Most specifically, those preseason concerns centered around how La Russa and Tim Anderson would co-exist, though Anderson, baseball's bat-flipper in chief, has had nothing but positive things to say about how La Russa has let the players be themselves.

Mercedes spoke before La Russa did Tuesday and used that exact defense, that he was being himself, when discussing his home run.

"I'm going to play like that," Mercedes said. "You know, I'm Yermín. I can't be another person because if I change it, everything's going to change."

La Russa disagreed, emphatically.

"I heard he said something like, 'I play my game.' No he doesn't," La Russa said. "He plays the game of Major League Baseball, respects the game, respects the opponents. And he's got to respect the signs. When he gets the take sign, he takes. ... It's a learning experience."
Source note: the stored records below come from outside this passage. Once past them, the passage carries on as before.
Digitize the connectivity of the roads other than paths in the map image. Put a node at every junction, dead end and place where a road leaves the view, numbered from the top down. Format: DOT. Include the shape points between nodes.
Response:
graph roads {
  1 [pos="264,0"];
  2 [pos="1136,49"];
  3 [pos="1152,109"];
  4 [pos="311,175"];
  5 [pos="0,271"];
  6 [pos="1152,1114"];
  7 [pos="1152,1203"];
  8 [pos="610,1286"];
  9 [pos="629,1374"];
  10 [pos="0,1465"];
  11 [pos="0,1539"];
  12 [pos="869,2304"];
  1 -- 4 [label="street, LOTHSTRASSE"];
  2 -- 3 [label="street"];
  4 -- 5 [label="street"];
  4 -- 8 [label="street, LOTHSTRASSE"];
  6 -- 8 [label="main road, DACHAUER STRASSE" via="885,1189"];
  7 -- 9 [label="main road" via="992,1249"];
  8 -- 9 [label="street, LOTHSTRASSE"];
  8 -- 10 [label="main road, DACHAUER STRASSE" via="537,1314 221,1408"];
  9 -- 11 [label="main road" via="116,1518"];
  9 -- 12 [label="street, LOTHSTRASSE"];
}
That's exactly the same phrase that popped up the last time this happened, when San Diego Padres superstar Fernando Tatís Jr. hit a grand slam on a 3-0 pitch in a blowout last season. His manager, Jayce Tingler, disapproved and said the same thing, calling it a "learning experience."
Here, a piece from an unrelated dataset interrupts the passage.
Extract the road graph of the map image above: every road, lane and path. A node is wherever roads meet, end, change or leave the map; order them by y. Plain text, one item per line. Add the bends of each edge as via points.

So it's easy to see this as a collision of old- and new-school approaches to the game. And La Russa, the Hall of Famer who's been doing this managing thing longer than anyone alive, and Mercedes, a rookie with fewer than 40 big league games under his belt, as the two lead characters doesn't help with the optics.

It is important to note that La Russa was upset about something specific, not lashing out about the evolving state of the game. He made a point of not belittling bat flips, saying how baseball wants to encourage the expressions of personality that are so often at the center of all these debates. This, to him, was not Mercedes showing his fan-favorite personality, not him "doing Yermín." Instead, La Russa saw it as a young player not only disobeying instruction from his manager but disrespecting the other team.

"There's sportsmanship, respect for the game, respect for your opponent that's real and has to be the philosophy, and we follow it. I've been taught it," La Russa said. "The fact that he is a rookie that was excited helps explain why he just was clueless. But now he's got a clue."

It will be difficult to get folks to hone in on those specifics, especially the ones who want to keep seeing big home runs, big celebrations and big run differentials. It was Anderson, remember, who talked about a killer instinct he believed the White Sox were missing last season.

“We need that dog in us. We need some, ‘Let’s go out here and whoop these m-----f-----s,'" he said on the White Sox Talk Podcast. "We need that type of attitude versus like, ‘Are we going to win today?’ No. ‘Let’s go out here and whoop ‘em.’ It might be 10-0 in the first, let’s keep going. That type of winning, not just feel around and see what happens. From the first inning, let’s go.”

Mercedes' home run would seemingly fall into the category of going out there and whooping 'em.

La Russa isn't one to find entertainment in a whooping.

"The No. 1 entertainment in our game is two teams competing against each other," he said. "It’s a real competition. One is going to win and one is going to lose. The excitement of, you get to the last three innings and you are not sure, that’s the entertainment. Beating one club up, I’m not sure fans enjoy that."